Women with previous histories of gestational diabetes are also at risk of developing gestational diabetes in recurring pregnancies. The Diabetes Prevention Program has shown that women with a history of gestational diabetes or prediabetes prevented or delayed the progression to diabetes with metformin or intensive lifestyle intervention [84]. In a 10-year follow-up study, women in the lifestyle intervention and metformin groups reduced the progression to type 2 diabetes by 35% and 40%, respectively [85]. Women should be encouraged to adopt healthy lifestyles to lessen their risk of developing type 2 diabetes or gestational diabetes in subsequent pregnancies.

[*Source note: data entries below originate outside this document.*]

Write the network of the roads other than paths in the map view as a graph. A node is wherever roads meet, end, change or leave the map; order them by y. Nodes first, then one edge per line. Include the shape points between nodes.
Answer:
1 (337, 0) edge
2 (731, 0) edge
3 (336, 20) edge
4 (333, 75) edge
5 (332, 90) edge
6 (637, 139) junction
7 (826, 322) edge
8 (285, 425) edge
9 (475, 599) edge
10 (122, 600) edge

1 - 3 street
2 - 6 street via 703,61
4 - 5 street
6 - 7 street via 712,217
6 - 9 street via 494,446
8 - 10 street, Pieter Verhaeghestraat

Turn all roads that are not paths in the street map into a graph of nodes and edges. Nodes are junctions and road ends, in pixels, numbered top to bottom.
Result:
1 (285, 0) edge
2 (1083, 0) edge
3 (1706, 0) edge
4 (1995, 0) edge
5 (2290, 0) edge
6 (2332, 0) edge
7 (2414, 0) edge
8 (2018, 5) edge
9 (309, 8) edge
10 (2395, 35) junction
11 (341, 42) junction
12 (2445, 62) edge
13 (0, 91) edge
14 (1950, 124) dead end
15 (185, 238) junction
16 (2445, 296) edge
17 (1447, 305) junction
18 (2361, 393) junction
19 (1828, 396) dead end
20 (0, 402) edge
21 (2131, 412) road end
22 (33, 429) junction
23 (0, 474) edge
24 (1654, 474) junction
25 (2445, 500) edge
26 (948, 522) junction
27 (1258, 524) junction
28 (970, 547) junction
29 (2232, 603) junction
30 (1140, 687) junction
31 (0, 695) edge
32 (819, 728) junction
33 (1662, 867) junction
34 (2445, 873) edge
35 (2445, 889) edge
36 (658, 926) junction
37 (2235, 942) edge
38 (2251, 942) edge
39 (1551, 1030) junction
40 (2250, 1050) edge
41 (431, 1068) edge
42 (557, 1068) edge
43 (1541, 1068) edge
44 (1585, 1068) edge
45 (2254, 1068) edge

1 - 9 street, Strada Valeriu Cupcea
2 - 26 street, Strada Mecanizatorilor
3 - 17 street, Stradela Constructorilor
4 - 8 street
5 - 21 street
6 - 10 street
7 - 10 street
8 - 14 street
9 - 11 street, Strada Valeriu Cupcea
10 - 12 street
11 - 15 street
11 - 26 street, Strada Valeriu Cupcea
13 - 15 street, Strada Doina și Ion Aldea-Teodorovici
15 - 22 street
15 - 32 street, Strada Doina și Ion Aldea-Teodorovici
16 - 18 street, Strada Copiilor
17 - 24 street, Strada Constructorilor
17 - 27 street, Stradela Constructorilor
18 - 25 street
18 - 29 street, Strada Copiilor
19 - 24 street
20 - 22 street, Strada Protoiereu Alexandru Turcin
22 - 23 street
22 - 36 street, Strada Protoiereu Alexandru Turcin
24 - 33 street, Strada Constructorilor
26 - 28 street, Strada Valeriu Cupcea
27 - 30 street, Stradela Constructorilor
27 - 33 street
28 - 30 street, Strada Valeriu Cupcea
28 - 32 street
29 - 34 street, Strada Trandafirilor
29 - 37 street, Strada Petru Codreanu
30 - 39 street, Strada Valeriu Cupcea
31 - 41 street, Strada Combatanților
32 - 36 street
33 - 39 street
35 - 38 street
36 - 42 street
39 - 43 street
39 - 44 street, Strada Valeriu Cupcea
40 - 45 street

Lifestyle modifications include achieving and maintaining normal body weight, healthy eating habits, and consistent physical activity [65].

Conclusion

Advances in diabetes management have greatly improved pregnancy outcomes. For the woman with preexisting diabetes, optimal maternal blood glucose control must begin prior to conception and continue throughout the pregnancy. All women with type 1 diabetes and type 2 diabetes of childbearing age should be referred for preconceptional care to incorporate self-management strategies that can decrease perinatal morbidity and mortality. Self-management care includes medical nutrition therapy, self-monitoring of blood glucose, and if necessary, ketone testing, insulin therapy, and physical activity.

Medical nutrition therapy is a key component in the management of gestational diabetes. An individualized meal plan should be designed to provide adequate energy and nutrients for maternal and fetal health and promote appropriate weight gain based on pre-pregnancy body mass index. Food, blood glucose and, if necessary, ketone records, are used to adjust the meal plan. After delivery, lifestyle modifications are necessary to reduce the long-term risk of developing type 2 diabetes. These modifications should focus on diet, physical activity, and achieving and maintaining a healthy weight.